*** Opening MATERIAL FOR THIS EXERCISE ***
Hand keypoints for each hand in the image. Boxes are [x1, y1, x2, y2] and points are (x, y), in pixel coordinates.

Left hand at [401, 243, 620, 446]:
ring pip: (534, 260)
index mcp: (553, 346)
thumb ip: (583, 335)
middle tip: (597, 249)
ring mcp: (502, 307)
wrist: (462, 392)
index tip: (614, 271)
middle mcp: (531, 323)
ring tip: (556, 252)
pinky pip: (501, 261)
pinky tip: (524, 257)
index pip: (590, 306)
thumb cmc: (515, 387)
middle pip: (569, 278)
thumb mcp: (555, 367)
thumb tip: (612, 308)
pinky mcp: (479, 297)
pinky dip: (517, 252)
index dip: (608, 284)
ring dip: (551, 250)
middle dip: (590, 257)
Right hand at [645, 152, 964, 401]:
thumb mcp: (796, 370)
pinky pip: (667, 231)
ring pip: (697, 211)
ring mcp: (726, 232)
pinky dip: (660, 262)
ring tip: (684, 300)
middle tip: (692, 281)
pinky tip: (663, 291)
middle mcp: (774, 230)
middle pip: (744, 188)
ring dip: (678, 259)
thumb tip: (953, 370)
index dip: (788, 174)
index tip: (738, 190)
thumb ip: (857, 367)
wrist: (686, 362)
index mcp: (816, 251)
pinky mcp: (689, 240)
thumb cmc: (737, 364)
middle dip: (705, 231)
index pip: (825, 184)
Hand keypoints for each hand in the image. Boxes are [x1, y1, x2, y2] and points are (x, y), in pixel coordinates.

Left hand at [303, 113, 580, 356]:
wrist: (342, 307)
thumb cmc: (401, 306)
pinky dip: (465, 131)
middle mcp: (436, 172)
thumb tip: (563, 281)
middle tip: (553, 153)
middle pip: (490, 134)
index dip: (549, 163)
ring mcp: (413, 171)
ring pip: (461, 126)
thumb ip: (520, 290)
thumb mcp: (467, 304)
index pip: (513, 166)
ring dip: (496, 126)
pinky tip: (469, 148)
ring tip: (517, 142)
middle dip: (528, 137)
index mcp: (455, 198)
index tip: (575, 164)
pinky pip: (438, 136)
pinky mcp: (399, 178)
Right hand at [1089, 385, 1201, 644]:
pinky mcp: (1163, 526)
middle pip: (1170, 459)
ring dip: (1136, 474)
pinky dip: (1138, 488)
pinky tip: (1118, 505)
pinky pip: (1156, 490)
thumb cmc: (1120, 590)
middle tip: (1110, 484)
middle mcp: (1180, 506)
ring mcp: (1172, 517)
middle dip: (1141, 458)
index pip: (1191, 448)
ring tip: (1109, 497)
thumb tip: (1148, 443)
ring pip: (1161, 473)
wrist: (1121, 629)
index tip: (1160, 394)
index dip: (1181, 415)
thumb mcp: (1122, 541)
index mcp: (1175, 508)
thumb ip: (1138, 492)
*** Closing MATERIAL FOR THIS EXERCISE ***
* EXERCISE REQUIREMENTS *
The lines above need to be restated word for word, all of them.

* TASK SOLUTION *
Hand keypoints for each hand in the image. Boxes are [x1, y1, x2, y2] and points are (x, y), in pixel coordinates.

Left hand at [401, 243, 620, 446]:
ring pip: (534, 260)
index mcp: (553, 346)
thumb ip: (583, 335)
middle tip: (597, 249)
ring mcp: (502, 307)
wrist: (462, 392)
index tip: (614, 271)
middle mcp: (531, 323)
ring tip: (556, 252)
pinky pip: (501, 261)
pinky tip: (524, 257)
index pip: (590, 306)
thumb cmc: (515, 387)
middle pip: (569, 278)
thumb mcp: (555, 367)
thumb tip: (612, 308)
pinky mcp: (479, 297)
pinky dip: (517, 252)
index dip: (608, 284)
ring dip: (551, 250)
middle dip: (590, 257)
Right hand at [645, 152, 964, 401]:
thumb mcp: (796, 370)
pinky pip: (667, 231)
ring pip: (697, 211)
ring mcp: (726, 232)
pinky dip: (660, 262)
ring tip: (684, 300)
middle tip: (692, 281)
pinky tip: (663, 291)
middle mcp: (774, 230)
middle pip: (744, 188)
ring dip: (678, 259)
thumb tip: (953, 370)
index dip: (788, 174)
index tip: (738, 190)
thumb ip: (857, 367)
wrist: (686, 362)
index mcp: (816, 251)
pinky mcp: (689, 240)
thumb cmc: (737, 364)
middle dip: (705, 231)
index pip: (825, 184)
Hand keypoints for each hand in the image. Boxes are [x1, y1, x2, y2] and points are (x, y), in pixel coordinates.

Left hand at [303, 113, 580, 356]:
wrist: (342, 307)
thumb cmc: (401, 306)
pinky dip: (465, 131)
middle mcp: (436, 172)
thumb tip: (563, 281)
middle tip: (553, 153)
middle pip: (490, 134)
index dip: (549, 163)
ring mcp: (413, 171)
ring pip: (461, 126)
thumb ip: (520, 290)
thumb mcp: (467, 304)
index pip: (513, 166)
ring dip: (496, 126)
pinky tip: (469, 148)
ring tip: (517, 142)
middle dip: (528, 137)
index mcp: (455, 198)
index tip: (575, 164)
pinky pip: (438, 136)
pinky mcp: (399, 178)
Right hand at [1089, 385, 1201, 644]:
pinky mcp: (1163, 526)
middle pip: (1170, 459)
ring dip: (1136, 474)
pinky dip: (1138, 488)
pinky tip: (1118, 505)
pinky pip: (1156, 490)
thumb cmc: (1120, 590)
middle tip: (1110, 484)
middle mcp: (1180, 506)
ring mcp: (1172, 517)
middle dip: (1141, 458)
index pip: (1191, 448)
ring tip: (1109, 497)
thumb tip: (1148, 443)
ring pip: (1161, 473)
wrist: (1121, 629)
index tip: (1160, 394)
index dip: (1181, 415)
thumb mcp: (1122, 541)
index mcp: (1175, 508)
thumb ip: (1138, 492)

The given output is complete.